## Exercise instructions
Everything in the records must be copied exactly except the pictures.
■ ■ ■
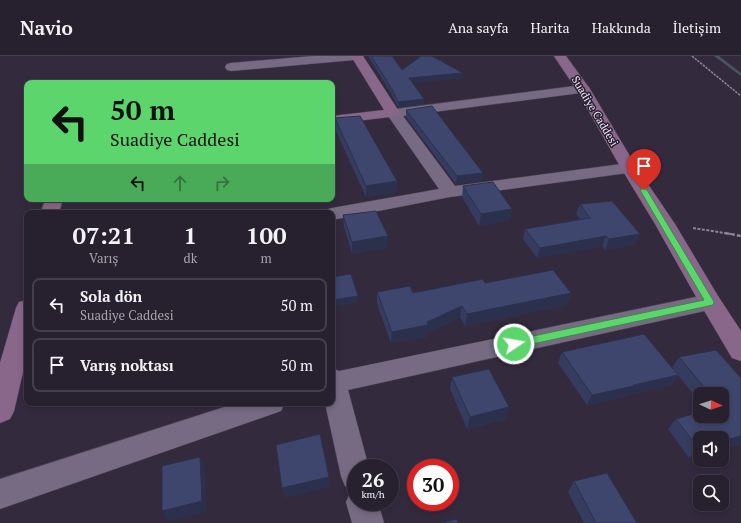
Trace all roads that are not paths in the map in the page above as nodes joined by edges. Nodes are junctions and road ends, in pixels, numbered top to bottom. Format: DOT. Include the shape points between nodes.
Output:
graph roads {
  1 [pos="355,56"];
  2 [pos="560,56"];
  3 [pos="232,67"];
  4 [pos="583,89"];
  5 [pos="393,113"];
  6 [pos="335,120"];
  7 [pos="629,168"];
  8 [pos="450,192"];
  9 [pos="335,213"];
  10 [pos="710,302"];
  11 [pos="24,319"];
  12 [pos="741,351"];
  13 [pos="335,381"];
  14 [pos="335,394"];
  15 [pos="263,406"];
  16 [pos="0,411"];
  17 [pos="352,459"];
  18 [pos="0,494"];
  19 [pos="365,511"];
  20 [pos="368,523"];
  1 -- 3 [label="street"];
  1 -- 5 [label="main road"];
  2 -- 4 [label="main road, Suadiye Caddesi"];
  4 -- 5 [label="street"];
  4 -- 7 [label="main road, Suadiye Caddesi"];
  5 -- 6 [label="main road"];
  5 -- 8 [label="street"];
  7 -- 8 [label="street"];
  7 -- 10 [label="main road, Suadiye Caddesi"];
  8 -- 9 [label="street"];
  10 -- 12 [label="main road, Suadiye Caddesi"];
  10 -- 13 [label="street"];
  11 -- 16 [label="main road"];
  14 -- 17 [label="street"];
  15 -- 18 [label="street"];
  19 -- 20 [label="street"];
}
■ ■ ■
## Expected output
Trace all roads that are not paths in the map in the page above as nodes joined by edges. Nodes are junctions and road ends, in pixels, numbered top to bottom. Format: DOT. Include the shape points between nodes.
Output:
graph roads {
  1 [pos="355,56"];
  2 [pos="560,56"];
  3 [pos="232,67"];
  4 [pos="583,89"];
  5 [pos="393,113"];
  6 [pos="335,120"];
  7 [pos="629,168"];
  8 [pos="450,192"];
  9 [pos="335,213"];
  10 [pos="710,302"];
  11 [pos="24,319"];
  12 [pos="741,351"];
  13 [pos="335,381"];
  14 [pos="335,394"];
  15 [pos="263,406"];
  16 [pos="0,411"];
  17 [pos="352,459"];
  18 [pos="0,494"];
  19 [pos="365,511"];
  20 [pos="368,523"];
  1 -- 3 [label="street"];
  1 -- 5 [label="main road"];
  2 -- 4 [label="main road, Suadiye Caddesi"];
  4 -- 5 [label="street"];
  4 -- 7 [label="main road, Suadiye Caddesi"];
  5 -- 6 [label="main road"];
  5 -- 8 [label="street"];
  7 -- 8 [label="street"];
  7 -- 10 [label="main road, Suadiye Caddesi"];
  8 -- 9 [label="street"];
  10 -- 12 [label="main road, Suadiye Caddesi"];
  10 -- 13 [label="street"];
  11 -- 16 [label="main road"];
  14 -- 17 [label="street"];
  15 -- 18 [label="street"];
  19 -- 20 [label="street"];
}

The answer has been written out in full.